* WHAT YOU WILL DO:
The reply should consist of the line containing "Trace the roads" and all lines after it in the listing below, reproduced exactly and nothing more.

(RECORDS TO PROCESS Opens)

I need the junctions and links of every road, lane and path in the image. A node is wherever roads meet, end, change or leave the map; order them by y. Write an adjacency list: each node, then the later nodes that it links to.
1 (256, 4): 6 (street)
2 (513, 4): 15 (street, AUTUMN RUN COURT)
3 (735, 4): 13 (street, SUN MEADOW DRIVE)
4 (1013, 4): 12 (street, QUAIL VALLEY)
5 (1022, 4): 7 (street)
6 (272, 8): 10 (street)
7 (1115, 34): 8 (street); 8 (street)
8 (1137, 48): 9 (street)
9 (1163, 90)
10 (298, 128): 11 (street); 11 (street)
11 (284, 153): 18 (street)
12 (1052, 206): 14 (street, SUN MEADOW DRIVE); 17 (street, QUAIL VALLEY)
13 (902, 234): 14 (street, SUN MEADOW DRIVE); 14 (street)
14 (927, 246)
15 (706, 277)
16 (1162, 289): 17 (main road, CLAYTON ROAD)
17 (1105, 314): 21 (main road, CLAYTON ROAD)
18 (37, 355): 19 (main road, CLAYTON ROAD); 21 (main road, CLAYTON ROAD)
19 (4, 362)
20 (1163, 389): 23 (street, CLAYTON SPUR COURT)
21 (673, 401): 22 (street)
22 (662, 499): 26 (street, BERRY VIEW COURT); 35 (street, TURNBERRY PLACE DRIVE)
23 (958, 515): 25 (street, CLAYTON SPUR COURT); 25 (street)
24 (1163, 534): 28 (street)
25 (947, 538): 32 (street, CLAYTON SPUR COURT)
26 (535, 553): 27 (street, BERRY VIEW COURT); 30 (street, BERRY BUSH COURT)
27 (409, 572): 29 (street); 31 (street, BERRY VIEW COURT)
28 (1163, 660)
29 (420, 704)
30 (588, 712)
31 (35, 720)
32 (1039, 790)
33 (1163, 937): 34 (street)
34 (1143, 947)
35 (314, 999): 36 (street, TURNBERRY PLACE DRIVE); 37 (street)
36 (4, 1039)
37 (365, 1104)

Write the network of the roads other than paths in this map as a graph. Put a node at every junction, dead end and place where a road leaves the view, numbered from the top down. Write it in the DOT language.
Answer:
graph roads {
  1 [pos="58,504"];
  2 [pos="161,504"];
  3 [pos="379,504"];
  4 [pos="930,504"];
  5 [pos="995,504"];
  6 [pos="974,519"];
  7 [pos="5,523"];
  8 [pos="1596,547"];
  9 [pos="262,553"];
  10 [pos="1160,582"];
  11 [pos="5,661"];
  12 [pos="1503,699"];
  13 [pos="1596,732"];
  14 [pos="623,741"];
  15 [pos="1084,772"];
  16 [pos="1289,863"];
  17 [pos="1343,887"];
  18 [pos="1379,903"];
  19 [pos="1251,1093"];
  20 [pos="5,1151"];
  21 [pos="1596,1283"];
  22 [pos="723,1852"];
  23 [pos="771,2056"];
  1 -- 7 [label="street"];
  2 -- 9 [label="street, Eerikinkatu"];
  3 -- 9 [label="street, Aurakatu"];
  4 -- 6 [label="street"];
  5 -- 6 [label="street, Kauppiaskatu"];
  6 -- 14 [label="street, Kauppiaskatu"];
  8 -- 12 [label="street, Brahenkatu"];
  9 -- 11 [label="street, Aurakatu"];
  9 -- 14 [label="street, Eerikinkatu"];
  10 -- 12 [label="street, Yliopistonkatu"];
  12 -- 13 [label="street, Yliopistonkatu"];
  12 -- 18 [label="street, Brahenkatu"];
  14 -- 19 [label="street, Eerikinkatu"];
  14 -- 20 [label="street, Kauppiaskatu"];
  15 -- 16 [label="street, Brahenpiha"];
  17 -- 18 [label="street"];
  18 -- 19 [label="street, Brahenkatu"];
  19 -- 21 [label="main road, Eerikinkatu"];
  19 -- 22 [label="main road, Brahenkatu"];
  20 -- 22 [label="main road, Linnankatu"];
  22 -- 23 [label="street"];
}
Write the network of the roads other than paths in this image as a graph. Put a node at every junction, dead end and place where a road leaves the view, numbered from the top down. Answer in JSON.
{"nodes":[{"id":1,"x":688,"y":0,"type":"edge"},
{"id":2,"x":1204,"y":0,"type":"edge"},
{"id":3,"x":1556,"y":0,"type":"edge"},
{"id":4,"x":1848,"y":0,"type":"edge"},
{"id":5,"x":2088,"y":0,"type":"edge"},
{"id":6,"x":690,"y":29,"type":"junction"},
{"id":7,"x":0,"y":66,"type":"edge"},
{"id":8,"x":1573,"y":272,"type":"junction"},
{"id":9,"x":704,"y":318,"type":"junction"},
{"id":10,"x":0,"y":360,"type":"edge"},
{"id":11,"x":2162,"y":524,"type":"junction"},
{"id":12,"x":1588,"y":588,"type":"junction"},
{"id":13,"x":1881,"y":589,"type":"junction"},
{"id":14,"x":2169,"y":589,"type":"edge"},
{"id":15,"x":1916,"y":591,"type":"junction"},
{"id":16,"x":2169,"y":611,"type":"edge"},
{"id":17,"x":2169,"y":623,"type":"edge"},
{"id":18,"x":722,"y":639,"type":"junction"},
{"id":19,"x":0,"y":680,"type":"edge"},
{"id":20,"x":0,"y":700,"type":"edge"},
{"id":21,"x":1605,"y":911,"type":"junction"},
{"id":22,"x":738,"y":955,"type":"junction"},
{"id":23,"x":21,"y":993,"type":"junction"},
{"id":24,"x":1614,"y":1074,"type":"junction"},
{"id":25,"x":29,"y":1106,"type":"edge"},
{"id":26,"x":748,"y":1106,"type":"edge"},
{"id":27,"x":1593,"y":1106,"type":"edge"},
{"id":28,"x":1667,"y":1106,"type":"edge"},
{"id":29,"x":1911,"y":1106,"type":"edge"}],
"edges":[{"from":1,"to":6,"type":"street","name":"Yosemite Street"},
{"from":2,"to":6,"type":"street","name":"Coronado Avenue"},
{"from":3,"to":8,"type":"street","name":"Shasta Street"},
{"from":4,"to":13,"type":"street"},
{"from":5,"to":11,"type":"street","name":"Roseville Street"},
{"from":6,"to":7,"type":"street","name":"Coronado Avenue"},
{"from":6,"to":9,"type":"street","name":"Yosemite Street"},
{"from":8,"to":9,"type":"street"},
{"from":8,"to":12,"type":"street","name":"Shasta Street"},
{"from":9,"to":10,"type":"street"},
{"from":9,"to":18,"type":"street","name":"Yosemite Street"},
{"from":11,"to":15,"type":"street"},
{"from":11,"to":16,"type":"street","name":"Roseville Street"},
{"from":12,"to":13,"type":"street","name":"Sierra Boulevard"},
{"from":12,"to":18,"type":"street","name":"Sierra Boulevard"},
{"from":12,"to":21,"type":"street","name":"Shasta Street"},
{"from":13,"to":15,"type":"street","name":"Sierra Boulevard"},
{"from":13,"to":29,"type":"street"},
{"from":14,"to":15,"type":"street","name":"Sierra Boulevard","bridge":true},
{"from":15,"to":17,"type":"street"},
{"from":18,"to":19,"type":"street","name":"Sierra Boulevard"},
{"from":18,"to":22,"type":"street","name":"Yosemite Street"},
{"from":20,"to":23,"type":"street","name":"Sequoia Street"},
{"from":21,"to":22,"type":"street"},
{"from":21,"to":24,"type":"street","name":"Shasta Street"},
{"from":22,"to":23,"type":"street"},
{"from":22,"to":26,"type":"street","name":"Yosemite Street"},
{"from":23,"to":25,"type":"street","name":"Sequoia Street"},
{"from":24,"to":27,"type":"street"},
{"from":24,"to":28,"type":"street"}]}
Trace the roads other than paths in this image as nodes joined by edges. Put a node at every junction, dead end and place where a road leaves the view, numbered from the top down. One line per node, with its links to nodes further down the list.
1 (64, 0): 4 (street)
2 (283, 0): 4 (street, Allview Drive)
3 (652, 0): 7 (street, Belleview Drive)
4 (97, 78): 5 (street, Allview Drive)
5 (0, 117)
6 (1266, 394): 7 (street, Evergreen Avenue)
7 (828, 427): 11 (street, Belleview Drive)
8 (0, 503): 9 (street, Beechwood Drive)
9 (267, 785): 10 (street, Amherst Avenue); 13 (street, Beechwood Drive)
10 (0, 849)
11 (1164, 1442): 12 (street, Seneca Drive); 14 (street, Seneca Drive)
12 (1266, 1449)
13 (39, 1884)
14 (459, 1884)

(RECORDS TO PROCESS Closes)

* EXERCISE RESPONSE:
Trace the roads other than paths in this image as nodes joined by edges. Put a node at every junction, dead end and place where a road leaves the view, numbered from the top down. One line per node, with its links to nodes further down the list.
1 (64, 0): 4 (street)
2 (283, 0): 4 (street, Allview Drive)
3 (652, 0): 7 (street, Belleview Drive)
4 (97, 78): 5 (street, Allview Drive)
5 (0, 117)
6 (1266, 394): 7 (street, Evergreen Avenue)
7 (828, 427): 11 (street, Belleview Drive)
8 (0, 503): 9 (street, Beechwood Drive)
9 (267, 785): 10 (street, Amherst Avenue); 13 (street, Beechwood Drive)
10 (0, 849)
11 (1164, 1442): 12 (street, Seneca Drive); 14 (street, Seneca Drive)
12 (1266, 1449)
13 (39, 1884)
14 (459, 1884)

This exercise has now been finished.